Each line below from the one containing "width:33px; height:33px; border:3px" through the one containing "291,0 288,15 272,60" should be output exactly as it stands, and no other line should appear.

** EXTRACTED MATERIAL follows **

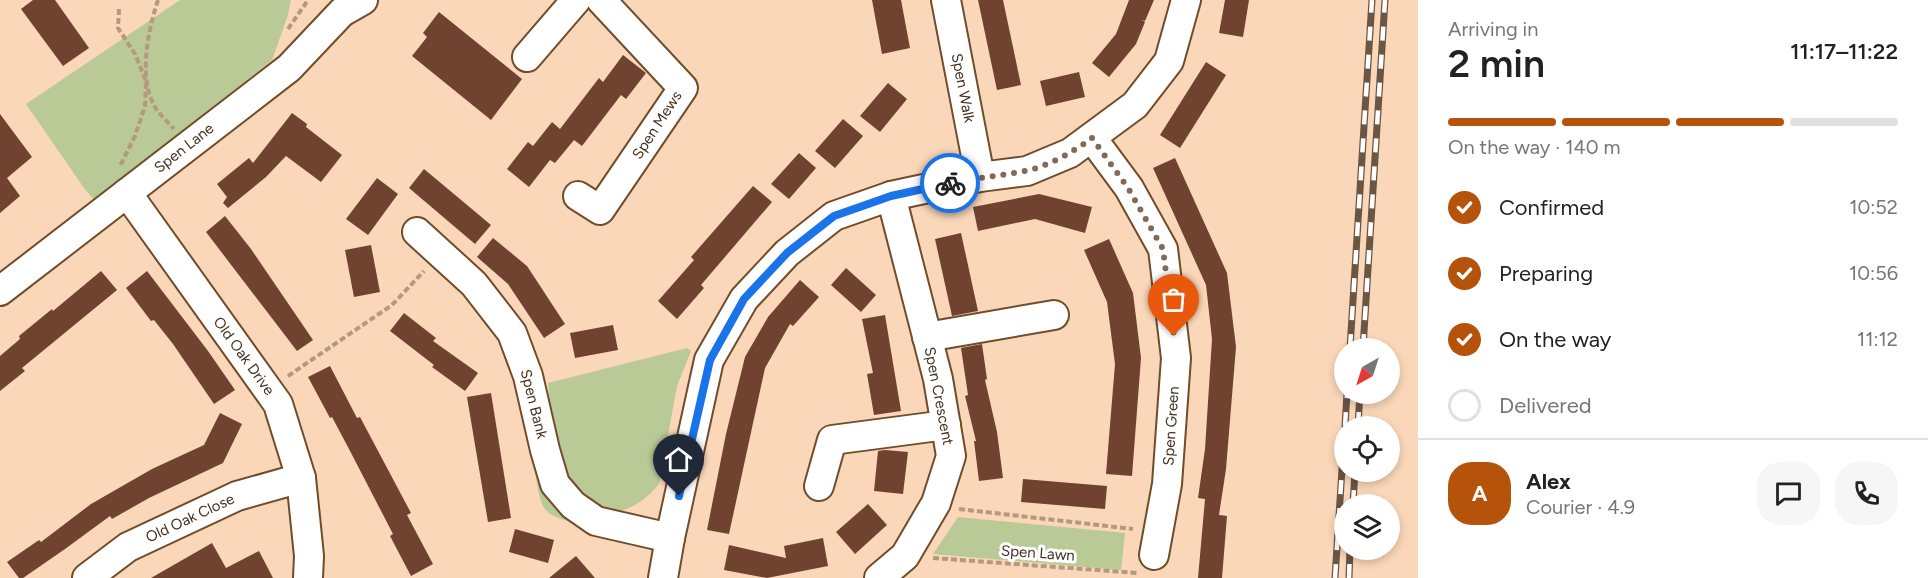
<!DOCTYPE html>
<html lang="en">
<head>
<meta charset="utf-8">
<style>
	body { margin:0; font-family:Figtree,sans-serif; background:#f6f6f6; color:#222; height:100vh; display:flex; flex-direction:column; font-size:22px; white-space:nowrap }
	* { box-sizing:border-box; margin:0 }
	p { font-size:20px; color:#767676 }
	.icon { flex:none; width:33px; height:33px; fill:none; stroke:currentColor; stroke-width:2; stroke-linecap:round; stroke-linejoin:round }
	.map { position:relative; flex:1; overflow:hidden }
	.drawer { display:flex; flex-direction:column; background:#fff; width:510px }
	.drawer>* { flex:none }
	.needle { width:39px; rotate:219deg }
	.buttons { position:absolute; left:1334px; top:338px; display:grid; gap:12px }
	.buttons a { display:grid; place-items:center; width:66px; height:66px; border-radius:50%; background:#fff; box-shadow:0 3px 9px #0003; font-size:30px }
	.pin { position:absolute; display:grid; place-items:center; width:51px; height:51px; color:#fff; margin:-62px -26px; border-radius:50% 50% 50% 0; rotate:-45deg; box-shadow:0 0 6px #0007 }
	.pin .icon { rotate:45deg }
	.courier { position:absolute; display:grid; place-items:center; width:60px; height:60px; margin:-30px; border:4px solid #1a73e8; border-radius:50%; background:#fff; color:#222; box-shadow:0 2px 8px #0007 }
	.head em { font-style:normal; font-weight:600 }
	.head div { display:flex; flex-direction:column-reverse }
	.head { display:flex; align-items:center; justify-content:space-between; height:102px; padding:0 30px }
	h1 { font-size:39px; font-weight:600; line-height:45px }
	.bar { display:grid; grid-template-columns:repeat(4,1fr); gap:9px 6px; align-content:center; height:72px; padding:0 30px }
	.bar i { height:8px; border-radius:4px; background:#e0e0e0 }
	.bar .current { background:#b45309 }
	.bar p { grid-column:span 4 }
	.line { display:flex; align-items:center; gap:15px; padding:0 30px; border-top:2px solid #e0e0e0 }
	.line div { flex:1 }
	.round { display:grid; place-items:center; flex:none; width:63px; height:63px; border-radius:24px; background:#f6f6f6 }
	ol { padding:0 30px; list-style:none }
	li { display:flex; align-items:center; gap:18px; height:66px }
	li p { margin-inline-start:auto }
	li .icon { padding:6px; border-radius:50%; background:#b45309; color:#fff; stroke-width:4 }
	li:last-child { color:#767676 }
	li i { width:33px; height:33px; border:3px solid #e0e0e0; border-radius:50% }
	main { display:flex; flex:1; min-height:0 }
	.map>svg:first-child { display:block }
</style>
</head>
<body>
<main>
<div class="map">
<svg width="1418" height="578" viewBox="0 0 1418 578">
	<rect width="100%" height="100%" fill="#fad7b8"/>
	<g fill="#b9ca97">
		<polygon points="180,0 291,0 288,15 272,60 95,201 84,188 26,104"/>
		<path d="M 687,348 L 691,351 L 677,386 L 659,484 C 645,501 636,506 615,513 C 603,508 589,503 578,494 C 552,471 551,415 548,383 Z"/>
		<path d="M 535,471 L 548,492 L 583,525 C 541,514 542,514 535,471 Z"/>
		<polygon points="958,517 1125,533 1121,570 933,554"/>
	</g>
	<g fill="#704230">
		<polygon points="33,0 55,0 89,48 63,66 21,9"/>
		<polygon points="872,0 901,0 910,48 882,54"/>
		<polygon points="978,0 1003,0 1021,85 997,90"/>
		<polygon points="1129,0 1154,0 1145,21 1142,20 1145,22 1136,44 1109,77 1092,63 1116,34"/>
		<polygon points="1225,0 1249,0 1243,37 1219,33"/>
		<polygon points="439,12 522,79 491,120 412,56 427,37 423,33"/>
		<polygon points="623,55 646,73 626,99 621,95 582,146 574,140 555,163 550,160 529,187 507,169 528,142 533,146 552,122 560,129 599,78 603,82"/>
		<polygon points="1206,62 1226,75 1180,148 1160,135"/>
		<polygon points="1079,72 1085,97 1046,106 1040,81"/>
		<polygon points="888,83 907,99 880,132 860,116"/>
		<polygon points="292,113 307,124 306,127 342,155 321,182 286,156 266,177 228,208 223,203 227,197 217,184 249,158 253,163"/>
		<polygon points="0,114 32,157 7,178 20,196 0,213"/>
		<polygon points="843,119 863,136 835,168 815,151"/>
		<polygon points="799,153 816,168 789,199 771,184"/>
		<polygon points="1175,158 1227,273 1236,347 1226,469 1219,515 1227,516 1222,578 1198,578 1205,499 1198,498 1205,449 1212,339 1206,285 1153,168"/>
		<polygon points="424,169 491,225 475,244 409,188"/>
		<polygon points="377,178 398,194 368,235 346,219"/>
		<polygon points="753,186 772,202 701,285 704,288 677,319 658,301 694,260 691,257"/>
		<polygon points="1039,194 1092,207 1085,233 1035,219 978,231 973,207"/>
		<polygon points="225,216 251,249 313,340 297,351 206,232"/>
		<polygon points="961,233 978,311 952,316 935,239"/>
		<polygon points="493,238 527,266 565,324 544,338 508,284 477,257"/>
		<polygon points="1109,239 1133,293 1141,358 1132,476 1106,474 1115,364 1107,302 1084,250"/>
		<polygon points="371,245 380,292 354,297 345,250"/>
		<polygon points="846,268 876,295 861,312 831,285"/>
		<polygon points="101,271 117,290 22,368 25,371 0,391 0,356 20,339 19,336 52,309 53,311"/>
		<polygon points="147,271 208,351 235,390 214,404 173,344 154,320 151,321 126,288"/>
		<polygon points="800,280 819,297 793,326 790,324 765,368 729,534 707,530 726,434 745,357 768,317"/>
		<polygon points="404,313 436,338 433,341 478,373 465,391 432,367 434,365 390,331"/>
		<polygon points="885,315 901,411 874,415 867,374 873,373 862,319"/>
		<polygon points="613,325 618,350 575,358 570,333"/>
		<polygon points="982,344 987,379 985,380 997,432 1003,478 979,481 974,441 976,441 965,396 968,395 961,348"/>
		<polygon points="330,366 357,418 360,417 411,513 407,515 433,564 411,576 390,536 393,534 349,449 332,417 330,418 308,377"/>
		<polygon points="491,393 511,518 488,522 467,397"/>
		<polygon points="220,413 242,424 223,463 149,498 112,519 110,516 65,549 23,578 19,578 7,562 39,540 41,542 91,504 152,469 204,445"/>
		<polygon points="885,450 908,452 903,494 874,491 878,451"/>
		<polygon points="1023,479 1107,486 1105,509 1021,502"/>
		<polygon points="868,504 887,525 855,554 836,532"/>
		<polygon points="515,529 554,540 548,563 509,552"/>
		<polygon points="823,538 828,566 767,578 724,570 729,545 786,558 784,546"/>
		<polygon points="212,543 226,568 259,551 273,578 151,578"/>
		<polygon points="576,556 595,578 549,578"/>
	</g>
	<g fill="none" stroke-linecap="round" stroke-linejoin="round">
		<g stroke="#714c2a" stroke-width="32">
			<g id="minor">
				<polyline points="946,0 980,177"/>
				<polyline points="527,57 576,0"/>
				<polyline points="1092,138 1129,188 1163,249 1176,358 1167,484 1154,555"/>
				<polyline points="127,193 278,404 301,478 309,556 308,578"/>
				<polyline points="578,196 600,210 683,88 601,0"/>
				<polyline points="417,232 474,284 512,333 528,376 545,450 555,484 573,505 596,521 670,538"/>
				<polyline points="0,291 289,68 342,12 363,0"/>
				<polyline points="927,337 1054,315"/>
				<polyline points="819,486 832,440 946,425"/>
				<polyline points="87,578 128,547 237,496 301,478"/>
				<polyline points="663,578 670,538 709,360 744,299 787,253 834,216 891,196 980,177 1027,171 1070,153 1135,105 1169,61 1186,0"/>
				<polyline points="879,578 905,556 936,503 951,456 938,379 891,196"/>
			</g>
		</g>
		<g stroke="#b5987f" stroke-width="4" stroke-dasharray="6 3" stroke-linecap="butt">
			<path d="M 158,0 C 148,30 138,78 155,107 C 160,115 168,122 174,129"/>
			<polyline points="119,9 118,28 135,54 146,81 145,106 135,136 120,166"/>
			<polyline points="288,29 308,0"/>
			<polyline points="288,376 392,305 424,271"/>
			<polyline points="959,509 1133,529"/>
			<polyline points="933,558 1138,573"/>
		</g>
		<use href="#minor" stroke="#fff" stroke-width="28"/>
		<g stroke="#6b5543" stroke-width="7">
			<g id="rail">
				<polyline points="1350,348 1372,0"/>
				<polyline points="1363,348 1385,0"/>
				<polyline points="1345,426 1347,393"/>
				<polyline points="1358,426 1360,393"/>
				<polyline points="1353,504 1355,471"/>
				<polyline points="1335,578 1344,438"/>
				<polyline points="1349,578 1350,549"/>
			</g>
		</g>
		<use href="#rail" stroke="#fff" stroke-width="4.5" stroke-dasharray="14" stroke-linecap="butt"/>
	</g>
	<g fill="none" stroke-linecap="round" stroke-linejoin="round">
		<path stroke="#826a56" stroke-width="6" stroke-dasharray="0 10.8" d="M 950,183 C 975,178 1000,176 1025,171 C 1049,166 1073,152 1092,138 L 1128,188 L 1163,249 L 1174,336"/>
		<polyline stroke="#1a73e8" stroke-width="8" points="679,496 710,360 744,299 787,253 834,216 891,196 950,183"/>
	</g>
	<g text-anchor="middle" dominant-baseline="central" stroke-width="6" stroke-linejoin="round" paint-order="stroke">
		<g font-size="15" fill="#423021" stroke="#fff">
			<text transform="translate(963 88) rotate(79)">Spen Walk</text>
			<text transform="translate(657 125) rotate(-57)">Spen Mews</text>
			<text transform="translate(184 148) rotate(-38)">Spen Lane</text>
			<text transform="translate(244 356) rotate(54)">Old Oak Drive</text>
			<text transform="translate(939 396) rotate(79)">Spen Crescent</text>
			<text transform="translate(534 404) rotate(76)">Spen Bank</text>
			<text transform="translate(1171 426) rotate(-86)">Spen Green</text>
			<text transform="translate(190 518) rotate(-25)">Old Oak Close</text>
			<text transform="translate(1038 553) rotate(4)">Spen Lawn</text>
		</g>
	</g>
</svg>
<div class="buttons">
<a><svg class="needle" viewBox="-14 -14 28 28"><path d="M0-13l5 13h-10z" fill="#e53935"/><path d="M0 13l5-13h-10z" fill="#767676"/></svg></a>
<a><svg class="icon" aria-label="locate" viewBox="0 0 24 24"><circle cx="12" cy="12" r="6"/><path d="M12 2v4M12 18v4M2 12h4M18 12h4"/></svg></a>
<a><svg class="icon" aria-label="layers" viewBox="0 0 24 24"><path d="M12 4l9 5-9 5-9-5zM3 14l9 5 9-5"/></svg></a>
</div>
<div class="pin" style="left:1174px;top:336px;background:#ea580c"><svg class="icon" aria-label="bag" viewBox="0 0 24 24"><path d="M5 8h14l-1 12H6zM9 8a3 3 0 0 1 6 0"/></svg></div>
<div class="pin" style="left:679px;top:496px;background:#1f2937"><svg class="icon" aria-label="home" viewBox="0 0 24 24"><path d="M3 11l9-7 9 7M6 9v11h12V9"/></svg></div>
<div class="courier" style="left:950px;top:183px"><svg class="icon" aria-label="bike" viewBox="0 0 24 24"><circle cx="6" cy="16" r="4"/><circle cx="18" cy="16" r="4"/><path d="M6 16l4-8h5l3 8M10 8l3 8H6M13 5h3"/></svg></div>
</div>
<section class="drawer">
<div class="head"><div><h1>2 min</h1><p>Arriving in</p></div><em>11:17–11:22</em></div>
<div class="bar"><i class="current"></i><i class="current"></i><i class="current"></i><i></i><p>On the way · 140 m</p></div>
<ol>
<li><svg class="icon" aria-label="check" viewBox="0 0 24 24"><path d="M5 12l5 5 9-10"/></svg>Confirmed<p>10:52</p></li>
<li><svg class="icon" aria-label="check" viewBox="0 0 24 24"><path d="M5 12l5 5 9-10"/></svg>Preparing<p>10:56</p></li>
<li><svg class="icon" aria-label="check" viewBox="0 0 24 24"><path d="M5 12l5 5 9-10"/></svg>On the way<p>11:12</p></li>
<li><i></i>Delivered</li>
</ol>
<div class="line" style="height:108px"><b class="round" style="background:#b45309;color:#fff">A</b><div><b>Alex</b><p>Courier · 4.9</p></div><a class="round"><svg class="icon" aria-label="chat" viewBox="0 0 24 24"><path d="M4 5h16v11H9l-5 4z"/></svg></a><a class="round"><svg class="icon" aria-label="phone" viewBox="0 0 24 24"><path d="M5 4h4l2 5-3 2q2 4 5 5l2-3 5 2v4C11 20 4 13 5 4z"/></svg></a></div>
</section>
</main>
</body>
</html>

** End of EXTRACTED MATERIAL **

## ANSWER TO THIS EXERCISE
	li i { width:33px; height:33px; border:3px solid #e0e0e0; border-radius:50% }
	main { display:flex; flex:1; min-height:0 }
	.map>svg:first-child { display:block }
</style>
</head>
<body>
<main>
<div class="map">
<svg width="1418" height="578" viewBox="0 0 1418 578">
	<rect width="100%" height="100%" fill="#fad7b8"/>
	<g fill="#b9ca97">
		<polygon points="180,0 291,0 288,15 272,60 95,201 84,188 26,104"/>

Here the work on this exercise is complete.